Thursday, December 16, 2010

Time to move on to XMRV treatment in CFS

Baraniuk JN., Georgetown University,
3800 Reservoir Road NW, Washington, DC 20007-2197, USA. baraniuj@georgetown.edu

Abstract
Xenotropic murine leukemia virus-related virus (XMRV) is a gamma retrovirus that has been associated with chronic fatigue syndrome (CFS) and prostate cancer. The search for viral causes of these syndromes was reignited by the finding that RNase L activity was low in hereditary prostate cancer and some CFS patients.

The six strains of XMRV that have been sequenced have greater than 99% identity, indicating a new human infection rather than laboratory contamination.

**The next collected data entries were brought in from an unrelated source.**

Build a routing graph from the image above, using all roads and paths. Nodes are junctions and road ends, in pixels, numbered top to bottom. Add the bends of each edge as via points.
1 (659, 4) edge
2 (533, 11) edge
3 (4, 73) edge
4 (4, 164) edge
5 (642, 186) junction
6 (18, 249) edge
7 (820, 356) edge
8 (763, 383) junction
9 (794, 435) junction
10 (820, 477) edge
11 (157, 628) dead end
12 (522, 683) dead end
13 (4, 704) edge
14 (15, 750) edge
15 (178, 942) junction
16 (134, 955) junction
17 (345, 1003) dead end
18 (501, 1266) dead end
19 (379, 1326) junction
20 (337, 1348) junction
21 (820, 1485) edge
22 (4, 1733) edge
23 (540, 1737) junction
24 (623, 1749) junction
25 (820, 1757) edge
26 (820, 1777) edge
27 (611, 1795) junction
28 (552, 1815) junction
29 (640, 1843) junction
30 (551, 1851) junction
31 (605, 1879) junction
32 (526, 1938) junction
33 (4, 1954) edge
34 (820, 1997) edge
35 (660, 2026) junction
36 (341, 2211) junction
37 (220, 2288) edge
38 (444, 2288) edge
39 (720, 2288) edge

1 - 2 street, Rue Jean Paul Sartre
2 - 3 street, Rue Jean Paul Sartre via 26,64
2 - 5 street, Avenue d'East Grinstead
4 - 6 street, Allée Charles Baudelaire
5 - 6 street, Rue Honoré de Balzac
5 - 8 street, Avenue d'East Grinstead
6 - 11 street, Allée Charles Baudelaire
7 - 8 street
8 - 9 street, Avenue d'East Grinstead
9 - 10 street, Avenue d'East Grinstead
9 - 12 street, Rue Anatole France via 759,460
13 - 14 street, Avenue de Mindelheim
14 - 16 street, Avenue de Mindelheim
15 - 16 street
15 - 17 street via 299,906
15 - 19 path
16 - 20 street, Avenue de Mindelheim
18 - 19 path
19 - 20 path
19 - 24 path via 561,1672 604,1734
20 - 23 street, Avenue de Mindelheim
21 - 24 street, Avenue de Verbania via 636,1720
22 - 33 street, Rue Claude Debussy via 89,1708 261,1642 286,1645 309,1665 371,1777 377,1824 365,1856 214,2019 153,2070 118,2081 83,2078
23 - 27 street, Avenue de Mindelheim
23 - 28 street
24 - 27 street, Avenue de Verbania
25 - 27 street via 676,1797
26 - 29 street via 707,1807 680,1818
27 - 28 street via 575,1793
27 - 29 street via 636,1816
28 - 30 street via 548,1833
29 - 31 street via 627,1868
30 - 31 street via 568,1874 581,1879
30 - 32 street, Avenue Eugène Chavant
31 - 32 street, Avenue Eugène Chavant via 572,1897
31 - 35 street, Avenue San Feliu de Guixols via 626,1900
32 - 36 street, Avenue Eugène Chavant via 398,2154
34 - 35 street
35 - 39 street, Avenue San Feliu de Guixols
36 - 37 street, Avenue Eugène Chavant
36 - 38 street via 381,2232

DNA, RNA, and proteins from XMRV have been detected in 50% to 67% of CFS patients and in about 3.7% of healthy controls. XMRV infections could be transmitted to permissive cell lines from CFS plasma, suggesting the potential for communicable and blood-borne spread of the virus and potentially CFS.

This troubling concept is currently under intense evaluation.

The most important steps now are to independently confirm the initial findings; develop reliable assays of biomarkers;

and to move on to investigations of XMRV pathophysiology and treatment in CFS, prostate cancer, and potentially other virus-related syndromes, if they exist.